Elias Canetti analisa, com frieza extrema, o alívio que experimentamos com a sobrevivência quando, em posição ereta, vemos um cadáver. Ele conecta os nossos sentimentos, naquela hora, com a gênese do poder. Mas uma coisa é a morte de milhares, causadas por bandidos que ainda não se apossaram do Estado. Outra, quando bandidos assumem o poder, com o direito de matar milhões. Um elemento que potencia o banditismo é a ideologia. Preocupa a retórica ensaiada por algumas quadrilhas paulistas recentes, que se apropriaram do jargão guerrilheiro. A síntese de ideologia e banditismo traz resultados piores do que os atos do chamado “crime comum”.

A violência pode ser atenuada, jamais extinta. Algumas formações sociais administram as lutas em seu interior. Mas nelas a violência usa a máscara dos bons modos. Depois que os indivíduos aderiram ao Estado, diz Hobbes, sendo-lhe vetado usar as garras ou facas, empregam a língua. No De cive se recomenda que todos procurem ser os últimos a sair das festas: a cada novo convidado que deixa a sala, línguas estraçalham sua reputação. A violência torna-se menos visível com a repressão estatal, mas não deixa de ser letífera. Sociedades que enfraqueceram a violência física podem retroceder, retornar à selvageria. . A educadíssima Alemanha, após se livrar parcialmente da truculência usada pelos nobres, instaurou formas bestiais na matança de pessoas por pessoas, de pessoas pelo governo.

Stephen Mesnnell, um estudioso da violência, afirma que “os comportamentos civilizados empregam tempo para se construir, mas dependem da manutenção de um alto grau de autocontrole, e podem ser destruídos rapidamente”. O mesmo pesquisador alerta: pensar que a lei e a ordem se deterioram em nossos dias e cresce o perigo cotidiano, pode ser grave erro. Na Inglaterra, por exemplo, durante séculos, as gerações expressaram os mesmos medos da violência, declínio moral, destruição dos valores tradicionais.

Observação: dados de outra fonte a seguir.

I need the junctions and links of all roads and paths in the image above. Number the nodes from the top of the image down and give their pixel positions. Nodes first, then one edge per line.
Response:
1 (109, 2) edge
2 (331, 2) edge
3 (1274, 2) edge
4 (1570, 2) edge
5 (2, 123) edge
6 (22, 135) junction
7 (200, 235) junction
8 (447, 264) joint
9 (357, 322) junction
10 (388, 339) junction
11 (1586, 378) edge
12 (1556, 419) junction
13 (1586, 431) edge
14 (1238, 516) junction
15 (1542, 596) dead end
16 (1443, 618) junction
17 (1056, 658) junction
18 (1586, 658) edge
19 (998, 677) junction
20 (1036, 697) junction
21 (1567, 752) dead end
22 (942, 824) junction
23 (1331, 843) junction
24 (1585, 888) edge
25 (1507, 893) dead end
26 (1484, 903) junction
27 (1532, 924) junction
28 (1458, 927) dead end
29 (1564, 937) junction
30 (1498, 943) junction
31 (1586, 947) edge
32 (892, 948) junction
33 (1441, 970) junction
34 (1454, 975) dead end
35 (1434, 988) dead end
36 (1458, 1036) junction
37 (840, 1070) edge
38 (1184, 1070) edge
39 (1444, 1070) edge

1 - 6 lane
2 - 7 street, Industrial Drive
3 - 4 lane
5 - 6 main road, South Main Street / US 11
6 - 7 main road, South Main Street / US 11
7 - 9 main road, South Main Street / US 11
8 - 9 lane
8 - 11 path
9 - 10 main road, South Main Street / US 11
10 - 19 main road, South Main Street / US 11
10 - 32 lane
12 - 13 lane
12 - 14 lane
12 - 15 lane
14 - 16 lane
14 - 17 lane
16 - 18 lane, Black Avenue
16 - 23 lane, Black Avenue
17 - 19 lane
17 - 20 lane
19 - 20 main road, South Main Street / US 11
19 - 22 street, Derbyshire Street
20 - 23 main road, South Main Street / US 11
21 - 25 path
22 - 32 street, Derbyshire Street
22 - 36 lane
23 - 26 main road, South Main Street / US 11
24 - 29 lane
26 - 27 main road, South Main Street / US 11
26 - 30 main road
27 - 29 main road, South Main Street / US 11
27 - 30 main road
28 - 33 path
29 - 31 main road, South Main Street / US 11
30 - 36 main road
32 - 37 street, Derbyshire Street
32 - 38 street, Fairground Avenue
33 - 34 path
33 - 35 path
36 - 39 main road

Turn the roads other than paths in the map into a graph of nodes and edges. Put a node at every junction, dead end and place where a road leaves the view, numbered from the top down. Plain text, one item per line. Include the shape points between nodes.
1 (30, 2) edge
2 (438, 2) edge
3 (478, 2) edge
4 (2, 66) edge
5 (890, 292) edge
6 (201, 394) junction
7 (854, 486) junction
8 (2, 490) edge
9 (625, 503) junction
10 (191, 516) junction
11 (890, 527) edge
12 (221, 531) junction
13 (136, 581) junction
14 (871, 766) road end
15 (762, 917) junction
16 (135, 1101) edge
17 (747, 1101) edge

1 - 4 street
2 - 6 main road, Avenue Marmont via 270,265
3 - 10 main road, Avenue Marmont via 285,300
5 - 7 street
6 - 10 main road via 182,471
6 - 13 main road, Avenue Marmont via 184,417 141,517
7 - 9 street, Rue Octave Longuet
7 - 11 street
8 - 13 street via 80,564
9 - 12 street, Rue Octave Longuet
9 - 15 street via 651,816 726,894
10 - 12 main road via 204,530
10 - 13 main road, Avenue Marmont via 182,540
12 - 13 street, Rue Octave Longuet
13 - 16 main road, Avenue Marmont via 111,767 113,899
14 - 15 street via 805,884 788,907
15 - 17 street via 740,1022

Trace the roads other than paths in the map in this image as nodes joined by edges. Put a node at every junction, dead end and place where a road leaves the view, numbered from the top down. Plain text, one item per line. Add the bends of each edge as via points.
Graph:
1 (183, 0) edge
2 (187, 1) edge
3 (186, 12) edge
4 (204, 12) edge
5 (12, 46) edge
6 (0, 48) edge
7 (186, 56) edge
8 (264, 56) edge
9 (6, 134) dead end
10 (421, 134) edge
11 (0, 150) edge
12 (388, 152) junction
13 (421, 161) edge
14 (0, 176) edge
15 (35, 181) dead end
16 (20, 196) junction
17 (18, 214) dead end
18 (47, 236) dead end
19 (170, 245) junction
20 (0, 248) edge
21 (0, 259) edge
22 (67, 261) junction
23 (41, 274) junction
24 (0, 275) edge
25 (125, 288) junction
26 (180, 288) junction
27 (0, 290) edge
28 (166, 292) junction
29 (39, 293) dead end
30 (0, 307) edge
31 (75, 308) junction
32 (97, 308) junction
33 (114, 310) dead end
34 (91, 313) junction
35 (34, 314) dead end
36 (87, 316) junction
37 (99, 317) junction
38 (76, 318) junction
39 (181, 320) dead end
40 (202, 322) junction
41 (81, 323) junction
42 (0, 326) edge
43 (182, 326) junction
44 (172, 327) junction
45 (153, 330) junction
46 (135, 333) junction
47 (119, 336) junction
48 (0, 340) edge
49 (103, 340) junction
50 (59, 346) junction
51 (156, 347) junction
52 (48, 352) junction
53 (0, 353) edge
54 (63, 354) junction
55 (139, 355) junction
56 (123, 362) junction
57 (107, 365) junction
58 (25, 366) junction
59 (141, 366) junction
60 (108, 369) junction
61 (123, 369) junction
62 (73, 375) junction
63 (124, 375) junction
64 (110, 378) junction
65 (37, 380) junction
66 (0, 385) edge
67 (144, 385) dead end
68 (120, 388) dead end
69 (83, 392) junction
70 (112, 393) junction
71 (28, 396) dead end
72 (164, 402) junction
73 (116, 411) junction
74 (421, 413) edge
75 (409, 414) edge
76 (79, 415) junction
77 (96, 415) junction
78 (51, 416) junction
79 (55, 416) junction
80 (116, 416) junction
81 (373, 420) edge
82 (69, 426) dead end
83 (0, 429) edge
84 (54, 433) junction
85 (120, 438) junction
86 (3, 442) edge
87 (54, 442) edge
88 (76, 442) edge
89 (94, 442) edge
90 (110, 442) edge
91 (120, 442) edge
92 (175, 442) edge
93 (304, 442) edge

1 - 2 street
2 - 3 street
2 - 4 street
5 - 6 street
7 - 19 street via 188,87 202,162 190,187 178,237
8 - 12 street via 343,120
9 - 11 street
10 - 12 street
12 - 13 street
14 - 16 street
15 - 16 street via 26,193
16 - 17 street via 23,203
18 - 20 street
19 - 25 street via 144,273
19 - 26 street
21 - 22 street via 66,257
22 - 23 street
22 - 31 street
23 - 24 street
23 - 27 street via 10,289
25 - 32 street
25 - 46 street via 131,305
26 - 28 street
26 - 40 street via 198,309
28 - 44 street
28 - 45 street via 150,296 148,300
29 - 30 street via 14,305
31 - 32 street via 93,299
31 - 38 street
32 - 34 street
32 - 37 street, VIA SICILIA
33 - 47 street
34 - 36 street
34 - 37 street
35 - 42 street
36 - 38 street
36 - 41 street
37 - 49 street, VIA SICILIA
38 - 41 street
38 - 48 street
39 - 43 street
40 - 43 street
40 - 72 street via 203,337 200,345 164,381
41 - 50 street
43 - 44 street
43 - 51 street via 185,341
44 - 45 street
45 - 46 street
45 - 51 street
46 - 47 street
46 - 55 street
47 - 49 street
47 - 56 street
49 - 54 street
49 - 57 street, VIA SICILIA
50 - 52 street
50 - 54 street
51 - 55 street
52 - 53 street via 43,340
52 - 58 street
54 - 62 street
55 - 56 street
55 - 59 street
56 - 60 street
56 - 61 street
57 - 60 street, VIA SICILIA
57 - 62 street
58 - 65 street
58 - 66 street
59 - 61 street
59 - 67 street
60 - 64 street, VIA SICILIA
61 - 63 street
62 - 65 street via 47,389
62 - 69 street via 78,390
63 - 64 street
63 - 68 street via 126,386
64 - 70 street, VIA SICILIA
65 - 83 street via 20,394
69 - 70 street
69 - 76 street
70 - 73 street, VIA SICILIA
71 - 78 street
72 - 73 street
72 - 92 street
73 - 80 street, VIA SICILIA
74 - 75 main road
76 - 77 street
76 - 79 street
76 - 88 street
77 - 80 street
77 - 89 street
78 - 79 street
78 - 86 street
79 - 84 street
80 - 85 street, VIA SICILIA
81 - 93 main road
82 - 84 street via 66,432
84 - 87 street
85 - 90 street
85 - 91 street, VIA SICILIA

No caso brasileiro, os dados sobre o aumento ou a diminuição da violência devem ser vistos em sincronia com outros, relativos ao crescimento da população urbana, aos fluxos migratórios, à complexificação da economia, às variações de emprego e de serviços essenciais, à concentração urbana, às mudanças culturais como na religião etc. Em especial, deve ser considerado o movimento comercial de país a país, o uso deste movimento para o contrabando de armas, de estupefacientes etc. Sem tais elementos, e outros, perde-se o equilíbrio no juízo ético. Daí, o fenômeno a que se chama genericamente de “violência” assume a amplitude aterradora de insuportável desmesura. Penso que este rol de questões subsumidas numa só palavra alerta contra a rapidez irresponsável da propaganda, dos slogans, das soluções mágicas, dos vieses ideológicos.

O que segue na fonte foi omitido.